*Problem description:* What the task needs is the data below, written out verbatim.
== Segment start ==
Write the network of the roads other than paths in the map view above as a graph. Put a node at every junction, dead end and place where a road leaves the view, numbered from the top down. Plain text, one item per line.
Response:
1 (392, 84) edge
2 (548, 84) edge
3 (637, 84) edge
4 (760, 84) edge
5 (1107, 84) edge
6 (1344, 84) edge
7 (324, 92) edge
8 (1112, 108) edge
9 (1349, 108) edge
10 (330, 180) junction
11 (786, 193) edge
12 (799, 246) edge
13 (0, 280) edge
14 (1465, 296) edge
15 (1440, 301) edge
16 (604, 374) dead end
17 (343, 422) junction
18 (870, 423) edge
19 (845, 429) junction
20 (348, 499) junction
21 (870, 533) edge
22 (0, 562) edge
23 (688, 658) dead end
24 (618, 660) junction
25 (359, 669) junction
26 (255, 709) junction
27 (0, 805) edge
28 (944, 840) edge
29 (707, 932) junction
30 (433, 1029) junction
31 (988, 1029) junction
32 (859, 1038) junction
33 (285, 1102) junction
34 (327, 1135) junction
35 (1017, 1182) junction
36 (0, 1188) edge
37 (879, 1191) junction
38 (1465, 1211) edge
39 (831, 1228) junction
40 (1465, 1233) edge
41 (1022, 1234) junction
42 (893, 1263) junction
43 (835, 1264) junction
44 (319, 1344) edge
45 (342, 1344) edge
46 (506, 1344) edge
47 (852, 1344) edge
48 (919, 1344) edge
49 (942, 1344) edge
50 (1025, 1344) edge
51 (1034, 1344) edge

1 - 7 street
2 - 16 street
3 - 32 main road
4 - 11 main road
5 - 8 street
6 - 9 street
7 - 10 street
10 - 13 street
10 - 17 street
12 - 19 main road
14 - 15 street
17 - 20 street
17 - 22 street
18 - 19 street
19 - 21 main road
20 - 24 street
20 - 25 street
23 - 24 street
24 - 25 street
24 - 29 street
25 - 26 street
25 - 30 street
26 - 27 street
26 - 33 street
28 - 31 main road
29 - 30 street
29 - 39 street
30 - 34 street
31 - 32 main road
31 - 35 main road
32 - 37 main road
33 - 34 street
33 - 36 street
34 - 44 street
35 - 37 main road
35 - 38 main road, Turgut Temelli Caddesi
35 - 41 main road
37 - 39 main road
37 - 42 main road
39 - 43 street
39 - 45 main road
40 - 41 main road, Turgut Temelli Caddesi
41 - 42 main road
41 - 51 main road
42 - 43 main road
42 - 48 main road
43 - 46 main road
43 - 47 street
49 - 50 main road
== Segment end ==
*Reply:*
Write the network of the roads other than paths in the map view above as a graph. Put a node at every junction, dead end and place where a road leaves the view, numbered from the top down. Plain text, one item per line.
Response:
1 (392, 84) edge
2 (548, 84) edge
3 (637, 84) edge
4 (760, 84) edge
5 (1107, 84) edge
6 (1344, 84) edge
7 (324, 92) edge
8 (1112, 108) edge
9 (1349, 108) edge
10 (330, 180) junction
11 (786, 193) edge
12 (799, 246) edge
13 (0, 280) edge
14 (1465, 296) edge
15 (1440, 301) edge
16 (604, 374) dead end
17 (343, 422) junction
18 (870, 423) edge
19 (845, 429) junction
20 (348, 499) junction
21 (870, 533) edge
22 (0, 562) edge
23 (688, 658) dead end
24 (618, 660) junction
25 (359, 669) junction
26 (255, 709) junction
27 (0, 805) edge
28 (944, 840) edge
29 (707, 932) junction
30 (433, 1029) junction
31 (988, 1029) junction
32 (859, 1038) junction
33 (285, 1102) junction
34 (327, 1135) junction
35 (1017, 1182) junction
36 (0, 1188) edge
37 (879, 1191) junction
38 (1465, 1211) edge
39 (831, 1228) junction
40 (1465, 1233) edge
41 (1022, 1234) junction
42 (893, 1263) junction
43 (835, 1264) junction
44 (319, 1344) edge
45 (342, 1344) edge
46 (506, 1344) edge
47 (852, 1344) edge
48 (919, 1344) edge
49 (942, 1344) edge
50 (1025, 1344) edge
51 (1034, 1344) edge

1 - 7 street
2 - 16 street
3 - 32 main road
4 - 11 main road
5 - 8 street
6 - 9 street
7 - 10 street
10 - 13 street
10 - 17 street
12 - 19 main road
14 - 15 street
17 - 20 street
17 - 22 street
18 - 19 street
19 - 21 main road
20 - 24 street
20 - 25 street
23 - 24 street
24 - 25 street
24 - 29 street
25 - 26 street
25 - 30 street
26 - 27 street
26 - 33 street
28 - 31 main road
29 - 30 street
29 - 39 street
30 - 34 street
31 - 32 main road
31 - 35 main road
32 - 37 main road
33 - 34 street
33 - 36 street
34 - 44 street
35 - 37 main road
35 - 38 main road, Turgut Temelli Caddesi
35 - 41 main road
37 - 39 main road
37 - 42 main road
39 - 43 street
39 - 45 main road
40 - 41 main road, Turgut Temelli Caddesi
41 - 42 main road
41 - 51 main road
42 - 43 main road
42 - 48 main road
43 - 46 main road
43 - 47 street
49 - 50 main road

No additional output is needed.